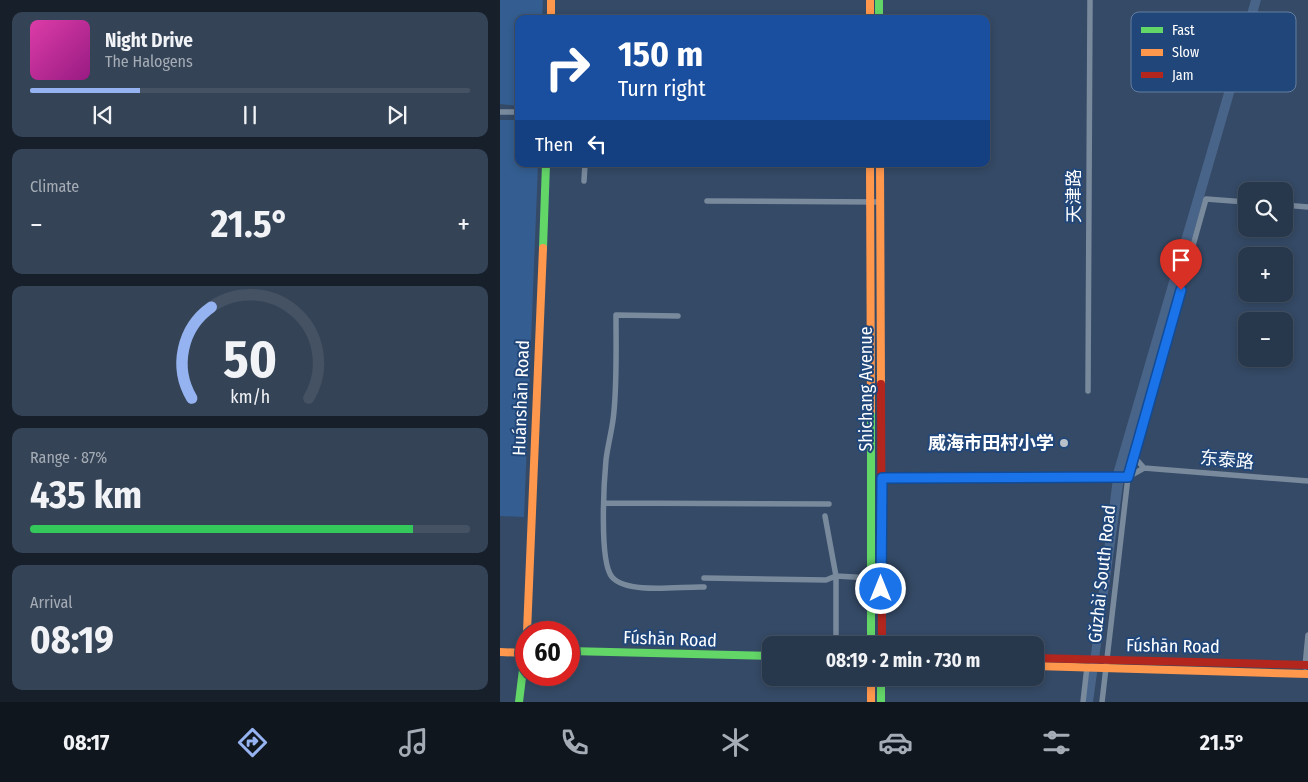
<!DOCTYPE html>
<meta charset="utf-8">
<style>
body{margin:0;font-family:"Fira Sans Condensed","Noto Sans SC",sans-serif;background:#344356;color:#f1f3f6;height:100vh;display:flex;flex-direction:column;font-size:19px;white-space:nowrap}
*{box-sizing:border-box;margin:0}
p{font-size:16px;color:#a5acb5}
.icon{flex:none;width:28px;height:28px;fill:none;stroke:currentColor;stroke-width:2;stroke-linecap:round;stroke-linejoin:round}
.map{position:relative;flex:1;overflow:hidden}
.sheet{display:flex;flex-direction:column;gap:12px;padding:12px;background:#161f2a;width:500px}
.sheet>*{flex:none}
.hud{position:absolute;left:15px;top:15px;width:475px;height:152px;border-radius:10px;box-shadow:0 2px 8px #0003,0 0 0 1px #445264;background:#1a4fa0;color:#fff;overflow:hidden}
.controls{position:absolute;left:738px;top:182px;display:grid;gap:10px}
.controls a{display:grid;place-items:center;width:55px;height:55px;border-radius:10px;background:#28384c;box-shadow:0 2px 8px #0003,0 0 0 1px #445264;font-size:25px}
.speed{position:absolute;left:15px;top:621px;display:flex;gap:10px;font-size:25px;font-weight:700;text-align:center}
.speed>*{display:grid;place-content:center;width:65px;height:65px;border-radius:50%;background:#28384c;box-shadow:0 2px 8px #0003,0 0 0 1px #445264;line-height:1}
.speed .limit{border:8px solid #d22;background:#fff;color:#111}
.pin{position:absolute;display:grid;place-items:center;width:42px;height:42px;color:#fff;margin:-51px -21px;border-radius:50% 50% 50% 0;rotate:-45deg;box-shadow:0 0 5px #0007}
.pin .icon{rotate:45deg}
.me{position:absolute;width:55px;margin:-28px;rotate:0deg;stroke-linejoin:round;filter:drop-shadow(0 0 4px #0008)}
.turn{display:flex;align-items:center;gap:18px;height:105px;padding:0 20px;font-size:22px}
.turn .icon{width:65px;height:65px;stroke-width:2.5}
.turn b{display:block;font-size:35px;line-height:42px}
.then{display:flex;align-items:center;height:48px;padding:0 20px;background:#0003;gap:10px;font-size:19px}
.big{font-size:38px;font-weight:700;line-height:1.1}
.sheet .tile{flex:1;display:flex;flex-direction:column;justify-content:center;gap:8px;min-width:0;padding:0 18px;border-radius:10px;background:#344356}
.sheet .dial{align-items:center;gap:0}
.dial svg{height:130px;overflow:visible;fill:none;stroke:#445264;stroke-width:7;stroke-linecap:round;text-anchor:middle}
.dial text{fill:#f1f3f6;stroke:none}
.song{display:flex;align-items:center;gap:15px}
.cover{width:60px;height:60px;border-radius:8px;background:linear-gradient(135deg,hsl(320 70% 55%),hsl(310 70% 35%))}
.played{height:5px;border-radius:2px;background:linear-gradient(90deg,#95b2f1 25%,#445264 25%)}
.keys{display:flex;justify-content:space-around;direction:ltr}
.heat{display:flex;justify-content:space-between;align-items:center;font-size:28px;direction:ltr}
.charge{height:8px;border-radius:4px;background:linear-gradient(90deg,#34c759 87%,#445264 0)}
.trip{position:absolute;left:262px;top:636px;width:282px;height:50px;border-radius:10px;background:#28384c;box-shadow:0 2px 8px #0003,0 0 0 1px #445264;font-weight:700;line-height:50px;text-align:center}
.tabs{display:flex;height:80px;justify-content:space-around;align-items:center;background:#10161e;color:#a5acb5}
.tabs .icon{width:35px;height:35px}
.tabs .on{color:#95b2f1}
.tabs b{font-size:22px;color:#f1f3f6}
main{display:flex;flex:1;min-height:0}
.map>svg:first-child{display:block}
.green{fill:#345e91}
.water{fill:#496489}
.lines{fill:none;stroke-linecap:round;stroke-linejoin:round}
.street{stroke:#798a9d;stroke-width:5.5}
.fast{stroke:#63d668;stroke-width:8}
.slow{stroke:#ff974d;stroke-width:8}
.jam{stroke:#b3261e;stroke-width:8}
.route-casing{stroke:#114b97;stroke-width:12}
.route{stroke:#1a73e8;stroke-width:9}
.poi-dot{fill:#b8c0c9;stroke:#21477a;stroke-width:2}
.labels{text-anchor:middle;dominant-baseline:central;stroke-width:4;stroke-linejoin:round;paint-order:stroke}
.street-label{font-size:18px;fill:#fff;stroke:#21477a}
.poi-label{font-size:18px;font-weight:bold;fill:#fff;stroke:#21477a;text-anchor:end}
.key{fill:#21477a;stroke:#647ea2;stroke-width:1}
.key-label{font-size:14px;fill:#fff}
</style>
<main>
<section class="sheet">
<div class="tile">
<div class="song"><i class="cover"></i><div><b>Night Drive</b><p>The Halogens</p></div></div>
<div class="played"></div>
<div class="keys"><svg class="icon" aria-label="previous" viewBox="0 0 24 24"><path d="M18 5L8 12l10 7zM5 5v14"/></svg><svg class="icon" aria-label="pause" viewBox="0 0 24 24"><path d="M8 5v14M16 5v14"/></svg><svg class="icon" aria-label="next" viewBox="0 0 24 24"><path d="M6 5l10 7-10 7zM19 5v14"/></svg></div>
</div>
<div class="tile"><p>Climate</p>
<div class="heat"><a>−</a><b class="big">21.5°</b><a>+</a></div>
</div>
<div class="tile dial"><svg viewBox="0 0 100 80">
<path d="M14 69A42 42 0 1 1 86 69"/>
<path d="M14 69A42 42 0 0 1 26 13" stroke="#95b2f1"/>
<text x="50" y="56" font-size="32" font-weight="700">50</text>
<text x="50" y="72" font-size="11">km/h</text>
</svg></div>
<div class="tile"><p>Range · 87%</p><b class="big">435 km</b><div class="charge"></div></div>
<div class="tile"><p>Arrival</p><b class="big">08:19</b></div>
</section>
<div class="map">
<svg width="808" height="702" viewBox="0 0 808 702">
<rect width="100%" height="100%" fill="#354a66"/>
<!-- green -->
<path class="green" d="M0,0H43L42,19H19V106L0,104Z
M0,120H19V164H38L24,517L0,516Z"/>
<!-- water -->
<path class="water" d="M751,0H761L625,470L593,702H585L614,470Z"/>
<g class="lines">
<!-- street -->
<path class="street" d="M0,112H19
M84,181L85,164
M207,201L380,202
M784,205L808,207
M178,316L116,315C116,347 117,379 114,411C113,427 108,443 106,460C104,481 99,562 112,577C128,595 181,586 204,587
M588,391L590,0
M635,453L636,459L644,468
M644,468L808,481
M381,478L628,477L644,468
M104,503L329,504
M325,516L336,576V645
M204,578L326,580L336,576L371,578
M805,667L808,635
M583,702L587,667
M602,702L628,477L706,199L746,202"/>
<!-- fast -->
<path class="fast" d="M379,0V19
M43,248L46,164
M371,411V645
M69,651L271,656
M381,678V702
M19,702L26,645"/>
<!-- slow -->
<path class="slow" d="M51,0V19
M370,0V19
M370,164L371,411
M380,164L381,384
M27,632L43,248
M0,652L26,653
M536,666L808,674
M371,678V702"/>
<!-- jam -->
<path class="jam" d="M381,384L382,645
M536,658L808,665"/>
</g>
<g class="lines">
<defs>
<path id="route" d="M381,589L382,478L628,477L681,290"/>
</defs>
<!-- route casing -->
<use href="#route" class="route-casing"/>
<!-- route -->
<use href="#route" class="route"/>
</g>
<!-- markers -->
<circle class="poi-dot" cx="564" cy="443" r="5"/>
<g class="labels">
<!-- street labels -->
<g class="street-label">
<text transform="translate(574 196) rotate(-90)">天津路</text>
<text transform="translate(366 389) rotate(-90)">Shichang Avenue</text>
<text transform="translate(21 398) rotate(-88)">Huánshān Road</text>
<text transform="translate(727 460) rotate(5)">东泰路</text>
<text transform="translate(602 574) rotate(-84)">Gǔzhài South Road</text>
<text transform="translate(170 639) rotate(2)">Fúshān Road</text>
<text transform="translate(673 646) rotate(1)">Fúshān Road</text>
</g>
<!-- poi labels -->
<g class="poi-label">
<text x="554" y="443">威海市田村小学</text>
</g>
</g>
<!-- legend -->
<rect x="631" y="12" width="165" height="80" rx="8" class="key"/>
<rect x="641" y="27" width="22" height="6" fill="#63d668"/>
<rect x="641" y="49" width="22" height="7" fill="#ff974d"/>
<rect x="641" y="72" width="22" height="6" fill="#b3261e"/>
<g class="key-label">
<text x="672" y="35">Fast</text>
<text x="672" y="57">Slow</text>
<text x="672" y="80">Jam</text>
</g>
</svg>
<div class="controls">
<a><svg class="icon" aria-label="search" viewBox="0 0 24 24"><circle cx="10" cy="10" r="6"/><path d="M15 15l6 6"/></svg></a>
<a>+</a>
<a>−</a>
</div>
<div class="speed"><div class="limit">60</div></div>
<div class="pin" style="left:681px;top:290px;background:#d93025"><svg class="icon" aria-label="arrive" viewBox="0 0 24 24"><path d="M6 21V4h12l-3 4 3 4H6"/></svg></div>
<svg class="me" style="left:381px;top:589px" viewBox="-20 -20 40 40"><circle r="17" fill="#1a73e8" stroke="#fff" stroke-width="3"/><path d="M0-11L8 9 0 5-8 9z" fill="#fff"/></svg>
<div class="trip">08:19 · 2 min · 730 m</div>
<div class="hud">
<div class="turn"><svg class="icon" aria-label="right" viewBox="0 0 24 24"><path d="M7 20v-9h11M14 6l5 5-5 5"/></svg><div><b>150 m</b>Turn right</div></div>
<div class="then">Then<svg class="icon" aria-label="left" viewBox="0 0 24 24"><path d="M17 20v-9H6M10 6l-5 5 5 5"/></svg></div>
</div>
</div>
</main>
<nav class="tabs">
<b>08:17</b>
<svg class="icon on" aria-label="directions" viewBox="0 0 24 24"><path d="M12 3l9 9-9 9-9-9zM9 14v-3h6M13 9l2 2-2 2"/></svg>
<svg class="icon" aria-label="music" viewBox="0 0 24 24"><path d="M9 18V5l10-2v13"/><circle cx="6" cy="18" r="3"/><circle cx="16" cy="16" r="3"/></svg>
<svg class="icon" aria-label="phone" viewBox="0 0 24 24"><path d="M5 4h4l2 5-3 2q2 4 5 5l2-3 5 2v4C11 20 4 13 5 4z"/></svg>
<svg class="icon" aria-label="climate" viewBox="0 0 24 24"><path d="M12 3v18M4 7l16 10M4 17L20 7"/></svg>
<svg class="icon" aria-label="car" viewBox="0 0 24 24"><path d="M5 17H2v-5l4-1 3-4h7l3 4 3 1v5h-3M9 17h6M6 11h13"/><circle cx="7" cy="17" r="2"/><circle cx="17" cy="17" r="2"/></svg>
<svg class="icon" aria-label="filters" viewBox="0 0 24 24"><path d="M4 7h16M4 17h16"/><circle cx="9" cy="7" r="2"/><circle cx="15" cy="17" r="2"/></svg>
<b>21.5°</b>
</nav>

--*--

REQUIREMENT:
Using the listing, count the lines holding the word "cover" and write down that number alone.

ANSWER TO THE EXERCISE:
2